项目摘要/摘要（描述） 遗传性出血性毛细血管扩张（HHT）是一种常染色体显性遗传疾病，其特征是 形成系统性和潜在威胁生命的血管异常，称为动脉畸形 （AVMS）。 HHT突变主要在ALK1和ENG基因中发现，并导致BMP9/10-的功能丧失。 内皮细胞（EC）中的ALK1-ENG信号传导。最近的证据表明HHT发病机理和AVM 开发需要内皮MTOR和VEGFR2途径的异常活化。总体 该程序的目标是表征MTOR和VEGFR2过度激活的精确机制 ALK1-ENG的功能丧失，并确定这些机制的靶向是否具有疾病修改 HHT细胞和小鼠模型中的性质和治疗潜力。使用全转录组询问， 我们的初步研究表明，MTOR和VEGFR2的药理学抑制 在纠正病理基因表达特征中表现出了显着的协同作用和功效 HHT的BMP9/10-ImmunoBlocked（BMP9/10IB）鼠标模型。引人注目的是，双MTOR-VEGFR2抑制作用被阻止 视网膜，肝脏，肺和粘膜中的血管病理和AVM，以避免出血和贫血在BMP9/10IB中 老鼠。从机械上讲，我们的初步数据表明，在ALK1-ENG抑制的下游， 血管生成素2（ANG2）/TIE2受体信号传导是MTOR-VEGFR2激活和AVM的重要触发器 HHT小鼠的发育。因此，我们的数据支持HHT发病机理的工作模型 Ang2-Mtor-VEGFR2途径有缺陷，针对这些机械缺陷的干预措施可能 在HHT中提供治疗益处。

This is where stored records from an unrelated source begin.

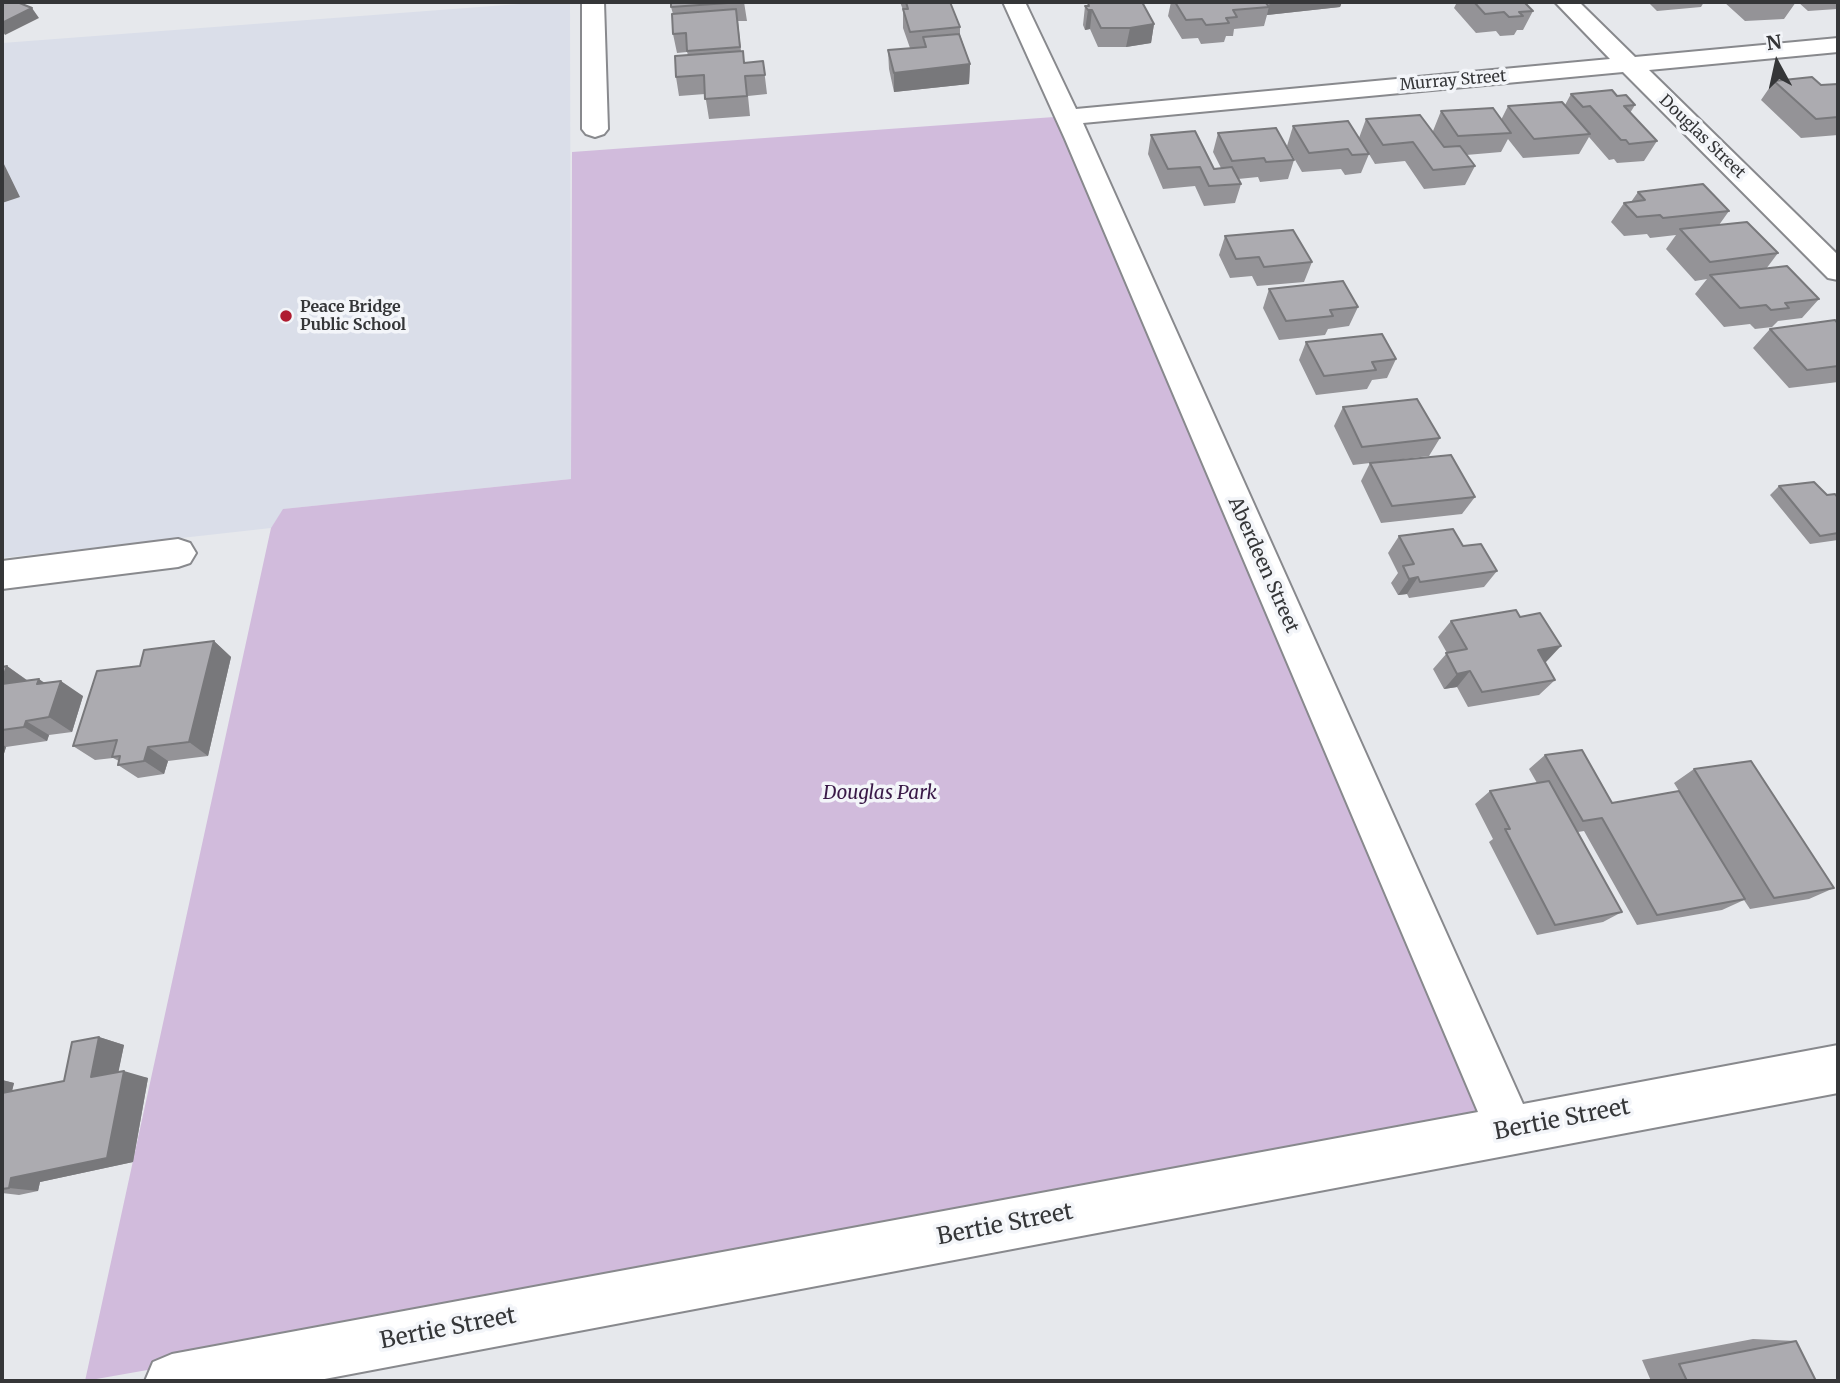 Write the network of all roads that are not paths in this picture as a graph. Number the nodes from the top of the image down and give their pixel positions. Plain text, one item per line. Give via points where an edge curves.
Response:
1 (593, 2) edge
2 (1014, 2) edge
3 (1566, 2) edge
4 (1838, 45) edge
5 (1628, 65) junction
6 (1068, 117) junction
7 (595, 129) dead end
8 (1838, 271) edge
9 (178, 553) dead end
10 (2, 575) edge
11 (1838, 1069) edge
12 (1510, 1130) junction
13 (172, 1381) edge

1 - 7 street
2 - 6 street, Aberdeen Street
3 - 5 street, Douglas Street
4 - 5 street, Murray Street
5 - 6 street, Murray Street
5 - 8 street, Douglas Street
6 - 12 street, Aberdeen Street
9 - 10 street
11 - 12 street, Bertie Street
12 - 13 street, Bertie Street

基于这些结果，我们建议在目标1中评估内皮是否是否 MTOR和VEGFR2是独立激活的，是否都需要AVM开发 HHT小鼠。为此，药理学和基因缺失的方法是独立针对MTOR和 VEGFR2将用于两种HHT鼠标模型：BMP9/10IB小鼠和新产生的敲蛋白（KI） 表达引起HHT的ALK1突变的小鼠。在AIM 2中，我们将描述MTOR的确切机制 ang2/tie2信号传导过度活化的VEGFR2，均在HHT小鼠中的体内和一级EC中的体外， 包括HHT患者血液生长EC。最后，在AIM 3中，我们将确定tie2剥夺是否 阻断HHT小鼠的血管病理。